Credentials and Cookies

To include cookies/auth tokens:

fetch('https://api.example.com/data', {
  credentials: 'include', // Include cookies
  headers: {
    'Authorization': 'Bearer token123'
  }
});

Server must respond with:

Access-Control-Allow-Origin: https://example.com  # Cannot be *
Access-Control-Allow-Credentials: true

Security Considerations

Never Use Wildcard with Credentials

# DANGEROUS - Don't do this!
Access-Control-Allow-Origin: *
Access-Control-Allow-Credentials: true

Validate Origins

const allowedOrigins = [
  'https://app.example.com',
  'https://admin.example.com'
];

app.use((req, res, next) => {
  const origin = req.headers.origin;
  if (allowedOrigins.includes(origin)) {
    res.header('Access-Control-Allow-Origin', origin);
  }
  next();
});

Consider SameSite Cookies

As an alternative to CORS, consider using SameSite cookies:

Set-Cookie: session=abc123; SameSite=None; Secure
Key Takeaway

CORS is a browser security feature, not a server security feature.

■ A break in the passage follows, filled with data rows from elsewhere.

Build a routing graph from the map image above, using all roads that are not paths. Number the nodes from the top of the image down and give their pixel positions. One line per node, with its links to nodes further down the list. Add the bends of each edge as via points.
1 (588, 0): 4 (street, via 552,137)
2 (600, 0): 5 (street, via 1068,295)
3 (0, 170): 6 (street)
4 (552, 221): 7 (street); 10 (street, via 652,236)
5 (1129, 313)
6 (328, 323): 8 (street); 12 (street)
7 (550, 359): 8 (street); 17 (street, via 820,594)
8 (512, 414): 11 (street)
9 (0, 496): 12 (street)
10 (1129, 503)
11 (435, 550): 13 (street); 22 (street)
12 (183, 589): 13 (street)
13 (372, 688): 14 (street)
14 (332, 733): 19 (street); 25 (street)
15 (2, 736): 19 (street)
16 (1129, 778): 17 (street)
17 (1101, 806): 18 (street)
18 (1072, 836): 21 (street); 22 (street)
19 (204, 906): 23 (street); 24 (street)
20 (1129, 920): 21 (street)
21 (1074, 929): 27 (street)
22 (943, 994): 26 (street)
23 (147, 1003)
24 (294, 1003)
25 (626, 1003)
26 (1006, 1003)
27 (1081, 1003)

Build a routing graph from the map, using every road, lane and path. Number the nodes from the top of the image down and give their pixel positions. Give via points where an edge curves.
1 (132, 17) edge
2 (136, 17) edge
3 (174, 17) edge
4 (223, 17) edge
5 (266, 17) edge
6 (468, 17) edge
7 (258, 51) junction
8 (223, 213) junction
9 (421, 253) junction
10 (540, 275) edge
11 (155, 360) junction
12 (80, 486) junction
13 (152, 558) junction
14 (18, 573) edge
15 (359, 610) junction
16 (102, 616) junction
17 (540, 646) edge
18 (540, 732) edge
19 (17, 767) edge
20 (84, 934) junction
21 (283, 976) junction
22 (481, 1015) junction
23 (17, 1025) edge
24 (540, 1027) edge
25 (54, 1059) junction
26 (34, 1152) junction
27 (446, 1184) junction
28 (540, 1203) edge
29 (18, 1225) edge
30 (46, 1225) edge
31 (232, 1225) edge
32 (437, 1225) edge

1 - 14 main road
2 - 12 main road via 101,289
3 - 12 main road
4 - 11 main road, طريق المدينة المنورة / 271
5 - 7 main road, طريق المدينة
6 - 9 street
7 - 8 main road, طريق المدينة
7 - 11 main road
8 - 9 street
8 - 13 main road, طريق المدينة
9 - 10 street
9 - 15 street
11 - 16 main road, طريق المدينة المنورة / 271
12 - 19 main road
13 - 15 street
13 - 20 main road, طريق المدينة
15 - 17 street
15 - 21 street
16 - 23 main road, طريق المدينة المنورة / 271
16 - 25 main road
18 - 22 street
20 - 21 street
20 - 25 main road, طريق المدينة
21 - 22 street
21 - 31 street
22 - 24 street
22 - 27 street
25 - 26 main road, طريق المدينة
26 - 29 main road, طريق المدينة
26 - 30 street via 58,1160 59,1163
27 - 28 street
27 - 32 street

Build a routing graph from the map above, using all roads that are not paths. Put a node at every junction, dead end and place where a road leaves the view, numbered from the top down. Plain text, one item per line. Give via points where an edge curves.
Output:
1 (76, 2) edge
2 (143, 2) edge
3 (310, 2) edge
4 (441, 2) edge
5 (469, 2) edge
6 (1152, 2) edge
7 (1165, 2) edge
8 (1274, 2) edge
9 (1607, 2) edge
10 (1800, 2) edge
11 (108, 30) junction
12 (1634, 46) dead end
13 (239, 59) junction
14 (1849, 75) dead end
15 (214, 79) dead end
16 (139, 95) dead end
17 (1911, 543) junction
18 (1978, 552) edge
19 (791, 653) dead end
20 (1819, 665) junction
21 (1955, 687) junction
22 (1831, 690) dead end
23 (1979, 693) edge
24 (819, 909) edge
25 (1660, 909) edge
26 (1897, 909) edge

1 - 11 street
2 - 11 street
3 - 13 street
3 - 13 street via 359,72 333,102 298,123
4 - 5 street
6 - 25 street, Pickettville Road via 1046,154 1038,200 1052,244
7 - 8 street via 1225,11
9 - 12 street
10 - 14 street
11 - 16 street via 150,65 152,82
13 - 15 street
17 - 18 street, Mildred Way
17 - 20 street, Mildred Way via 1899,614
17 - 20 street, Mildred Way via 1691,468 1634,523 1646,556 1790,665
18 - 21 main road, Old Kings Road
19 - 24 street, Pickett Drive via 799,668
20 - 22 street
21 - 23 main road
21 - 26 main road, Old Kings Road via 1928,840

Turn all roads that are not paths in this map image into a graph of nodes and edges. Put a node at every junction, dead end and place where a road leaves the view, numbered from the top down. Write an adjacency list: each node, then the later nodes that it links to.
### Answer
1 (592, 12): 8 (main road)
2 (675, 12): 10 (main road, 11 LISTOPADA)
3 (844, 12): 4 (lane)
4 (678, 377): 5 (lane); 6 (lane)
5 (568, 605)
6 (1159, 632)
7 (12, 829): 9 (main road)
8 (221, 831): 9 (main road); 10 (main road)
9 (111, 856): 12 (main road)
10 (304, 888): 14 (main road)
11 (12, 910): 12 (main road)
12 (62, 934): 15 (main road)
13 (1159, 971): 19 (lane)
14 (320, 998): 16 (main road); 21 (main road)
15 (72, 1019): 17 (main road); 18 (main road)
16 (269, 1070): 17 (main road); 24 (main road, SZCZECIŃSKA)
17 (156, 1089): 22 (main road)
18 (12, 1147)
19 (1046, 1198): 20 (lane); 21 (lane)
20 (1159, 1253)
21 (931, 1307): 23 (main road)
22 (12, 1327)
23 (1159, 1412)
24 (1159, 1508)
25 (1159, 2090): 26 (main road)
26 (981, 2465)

Configure it properly: always validate origins instead of using wildcard with credentials, whitelist only necessary headers and methods, and understand that preflight requests add latency. For public APIs, Access-Control-Allow-Origin: * is fine. For authenticated endpoints, always specify exact origins.

Debugging CORS

  1. Check Network Tab: Look for preflight OPTIONS requests
  2. Response Headers: Verify Access-Control-Allow-* headers are present
  3. Credentials Mode: Ensure client and server agree on credentials
  4. Server Logs: Check if preflight requests reach your server

Remember: CORS errors are browser-enforced. The server might respond correctly, but the browser blocks access if headers are missing or incorrect.